Response: We agree and have revised accordingly. Please refer to lines 570–574.

  1. Safety and Toxicity Considerations: 
  • The review would benefit from a dedicated paragraph or subsection discussing the toxicity, immunogenicity, and clearance pathways of nanomaterials. For instance, how do silver nanoparticles or carbon nanotubes behave in vivo long-term? 

Response: We agree and have revised the manuscript by including additional relevant references on the toxicity, clearance, and safety profile of nanotechnology, highlighting their relevance to IBD and CRC treatment. Please refer to lines 3–24 of Section 7.  

  1. Figures: 
  • Figures are visually informative but too dense. Consider simplifying labels or using color coding to differentiate diagnostic vs. therapeutic strategies. 

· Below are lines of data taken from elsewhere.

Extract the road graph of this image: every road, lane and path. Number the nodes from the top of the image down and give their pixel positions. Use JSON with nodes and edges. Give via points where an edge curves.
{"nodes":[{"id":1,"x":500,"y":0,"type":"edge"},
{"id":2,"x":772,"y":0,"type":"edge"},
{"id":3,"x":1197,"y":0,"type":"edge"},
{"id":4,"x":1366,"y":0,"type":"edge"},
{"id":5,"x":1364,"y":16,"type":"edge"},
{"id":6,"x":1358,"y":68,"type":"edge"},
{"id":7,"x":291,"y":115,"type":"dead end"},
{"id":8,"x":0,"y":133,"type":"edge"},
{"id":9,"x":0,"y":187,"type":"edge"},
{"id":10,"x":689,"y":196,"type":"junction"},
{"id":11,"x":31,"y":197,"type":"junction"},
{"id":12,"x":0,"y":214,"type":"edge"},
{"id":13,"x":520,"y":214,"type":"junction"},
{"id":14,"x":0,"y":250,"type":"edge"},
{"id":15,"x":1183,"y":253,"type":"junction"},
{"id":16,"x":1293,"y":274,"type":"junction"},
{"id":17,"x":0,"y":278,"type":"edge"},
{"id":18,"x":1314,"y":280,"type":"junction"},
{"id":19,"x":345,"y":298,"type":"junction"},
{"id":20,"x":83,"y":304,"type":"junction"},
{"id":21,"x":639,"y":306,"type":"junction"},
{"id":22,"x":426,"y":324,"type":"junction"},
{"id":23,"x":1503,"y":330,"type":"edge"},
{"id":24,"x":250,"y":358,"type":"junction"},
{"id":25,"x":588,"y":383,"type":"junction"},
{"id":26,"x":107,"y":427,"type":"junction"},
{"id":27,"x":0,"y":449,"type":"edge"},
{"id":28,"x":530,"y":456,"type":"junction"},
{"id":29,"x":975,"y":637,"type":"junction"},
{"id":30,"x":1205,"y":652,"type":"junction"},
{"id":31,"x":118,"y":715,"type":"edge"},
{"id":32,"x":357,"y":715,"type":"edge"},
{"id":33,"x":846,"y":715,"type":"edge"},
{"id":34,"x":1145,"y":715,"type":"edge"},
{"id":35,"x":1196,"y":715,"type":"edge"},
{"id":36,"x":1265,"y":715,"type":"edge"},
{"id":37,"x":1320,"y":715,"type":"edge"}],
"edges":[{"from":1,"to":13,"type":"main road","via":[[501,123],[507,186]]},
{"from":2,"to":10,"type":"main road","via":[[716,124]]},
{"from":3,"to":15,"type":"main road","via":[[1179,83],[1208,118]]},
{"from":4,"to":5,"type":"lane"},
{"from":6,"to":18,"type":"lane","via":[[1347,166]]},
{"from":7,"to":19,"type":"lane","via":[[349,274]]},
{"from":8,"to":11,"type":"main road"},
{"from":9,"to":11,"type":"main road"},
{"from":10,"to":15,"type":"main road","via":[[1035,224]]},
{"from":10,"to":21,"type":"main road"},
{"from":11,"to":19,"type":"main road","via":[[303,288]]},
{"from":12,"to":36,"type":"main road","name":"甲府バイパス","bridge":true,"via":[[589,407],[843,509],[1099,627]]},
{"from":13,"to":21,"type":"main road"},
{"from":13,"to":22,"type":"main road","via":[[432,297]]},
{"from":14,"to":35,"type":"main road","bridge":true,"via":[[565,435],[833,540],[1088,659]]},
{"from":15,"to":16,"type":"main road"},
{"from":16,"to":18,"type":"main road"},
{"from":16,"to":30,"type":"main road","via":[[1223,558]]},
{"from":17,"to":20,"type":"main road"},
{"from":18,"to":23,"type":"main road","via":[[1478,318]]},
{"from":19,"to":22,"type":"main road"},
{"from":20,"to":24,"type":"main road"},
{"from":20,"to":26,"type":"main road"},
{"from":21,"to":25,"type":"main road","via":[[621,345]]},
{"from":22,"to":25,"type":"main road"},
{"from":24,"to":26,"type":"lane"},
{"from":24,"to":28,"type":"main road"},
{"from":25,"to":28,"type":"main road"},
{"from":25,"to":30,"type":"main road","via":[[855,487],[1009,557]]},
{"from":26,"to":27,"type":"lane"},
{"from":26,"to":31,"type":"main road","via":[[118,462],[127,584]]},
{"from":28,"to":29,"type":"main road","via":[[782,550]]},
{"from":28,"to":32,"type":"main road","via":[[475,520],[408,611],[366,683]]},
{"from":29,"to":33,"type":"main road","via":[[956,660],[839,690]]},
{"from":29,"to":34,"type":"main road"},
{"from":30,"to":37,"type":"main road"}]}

Response: We agree and have revised the labels to be as succinct as possible.

  1. References: 
  • Most references are recent and relevant. However, some highly cited foundational studies on microbiome dysbiosis and nanoparticle pharmacokinetics are missing. Consider including key reviews from Nature Nanotechnology, Gut, and Advanced Drug Delivery Reviews

Response: We agree and have revised the manuscript accordingly. Two references from Advanced Drug Delivery Reviews have been added:

  • Durán-Lobato M, López-Estévez AM, Cordeiro AS, Dacoba TG, Crecente-Campo J, Torres D, Alonso MJ. Nanotechnologies for the delivery of biologicals: Historical perspective and current landscape. Advanced Drug Delivery Reviews. 2021 Sep 1;176:113899.
  • Eftekharifar M, Heidari R, Mohaghegh N, Najafabadi AH, Heidari H. Advances in photoactivated carbon-based nanostructured materials for targeted cancer therapy. Advanced Drug Delivery Reviews. 2025 May 10:115604.
  1. Abbreviations: 
  • Define all abbreviations at first use in the text (e.g., CSC, DDS, EPR). The abbreviation list in figures is helpful but should be standardized in the main text. 

Response: We agree and have revised.

  1. Conclusion Section: 
  • The conclusion could be more impactful if it included a roadmap for future research — e.g., the need for microbiome-specific delivery platforms, multi-omics integration with nanomedicine, or real-time diagnostic–therapeutic (theranostic) systems. 

Response: We agree and have revised, please refer to lines 78-81 of Section 7.

  1. Language and Grammar: 
  • Overall English usage is strong, but certain sentences are long and repetitive. For example, lines 70–74 could be shortened and clarified. Consider professional editing to improve fluency. 

Response: We agree and have revised accordingly. The original lines 70–74 have been updated (now lines 69–76), and additional sections of the manuscript have also been added for greater clarity.